Sydney (New South Wales) has over a million people more than Melbourne (Victoria). NSW Premier Bob Carr (Labor) wants immigration - a federal issue - halved. Victoria Premier Steve Bracks (Labor) wants immigration significantly increased, and his blueprint "Melbourne 2030'' seeks to shoehorn one million more people into Melbourne by that year. On the day before the above revelation was published, The Australian of January 10, 2005, carried a story on page 3 covering immigration numbers, by Patricia Karvelas

In the past financial year [July 1, 2003 to June 30, 2004], more than 111,000 people arrived and settled in Australia - an increase of nearly 20,000 from the previous year's total of 93,914, the largest number of migrant and refugee entrants in a decade. More than 28,000 of the new immigrants settled in Victoria, an increase of nearly 5,000 from the previous year, and the highest increase in raw numbers ... But NSW's [read Sydney's] share of the total settler arrivals - 38 percent - was its lowest percentage since 1983-84. Just over 40,000 people arrived ... The figures come three years after a state-federal task force was convened to examine ways of reducing migration into NSW to ease population stress on Sydney.

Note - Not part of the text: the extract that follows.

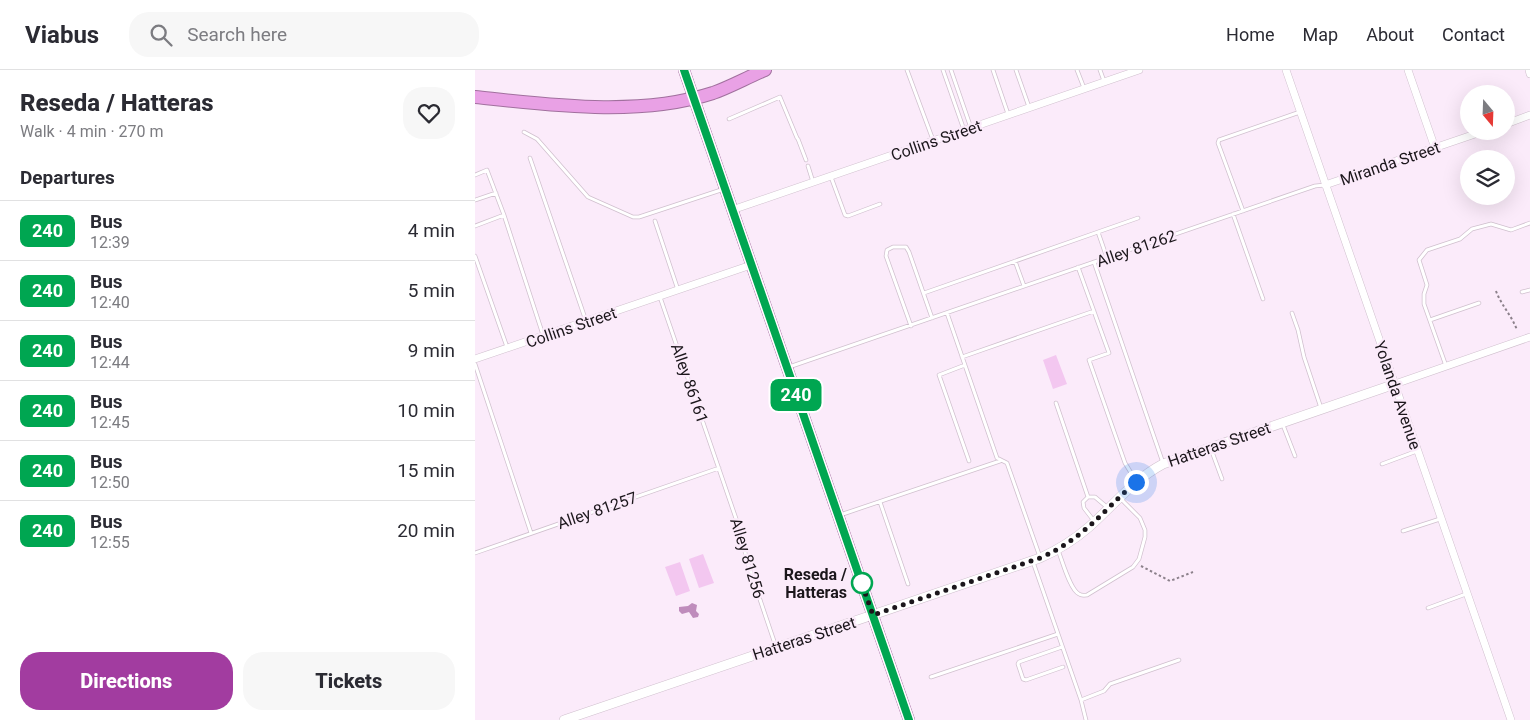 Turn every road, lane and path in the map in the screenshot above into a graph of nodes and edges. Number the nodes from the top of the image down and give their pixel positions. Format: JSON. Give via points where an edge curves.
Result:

But how reliable are the above numbers? Which to believe? The Melbourne Age of January 22, 2005, in "Foreign students settle" by Tim Colebatch (page 9) states

    More than 13,000 were beneficiaries of a little noticed policy introduced in 2001 that allows foreign students permanent residency if they line up a skilled job within six months of completing their course. New Immigration Department figures show the number seizing the opportunity jumped 52 percent last year, as growing numbers of Asian students chose to stay and work in Australia ... Demand from foreign students lifted the number of people settling permanently in Australia to almost 149,000 in 2003-4, up from 95,000 six years ago.

Meanwhile, even the comatosed Australian Greens Party has finally noticed the upward drift in immigrant numbers happening since last century. In The Australian of January 28, 2005, "Howard's clever manoeuvre on migrants," Greens political advisor Hans van Leeuwen (aka Rip Van Winkle) wakes up to the obvious and couples PM Howard with his big business constituency as the culprits! Good work Sherlock, and let's hear it one more time by all means, but why in 650 words was there no mention of population growth/ stability, urban sprawl/ congestion, environment, sustainability, water/ power shortages, quality of life, etc?

On the issue of our much feared "national water crisis," Mr. Ross Young, Water Services Association executive director, summed up the problem best, and without even mentioning "the 'i' word" in The Australian, January 14, 2005, "Water warning dams no solution" by Bernard Lane

We shouldn't delude ourselves that what people will put up with in the short term is what people will put up with in the long term. Water conservation is incredibly important but there are two sides to the equation - the demand side and the supply side - and we need to have measures adopted on both sides.

Information abounds on "population stresses" in Perth (Western Australia) and Brisbane (Queensland), as well as the white flight from Sydney and Melbourne to surrounding coastal areas where they create new sub-sets of the same problems for locals of longer standing.

Who gains? Big government, big business, speculators and builders. Who loses? Everyone else. What do they lose? Quality of life. What should be written across 69 percent of ballot papers at all local, state, and federal elections, no matter who the individual might be voting for? It's immigration, stupid!



Denis McCormack is Australian correspondent for The Social Contract.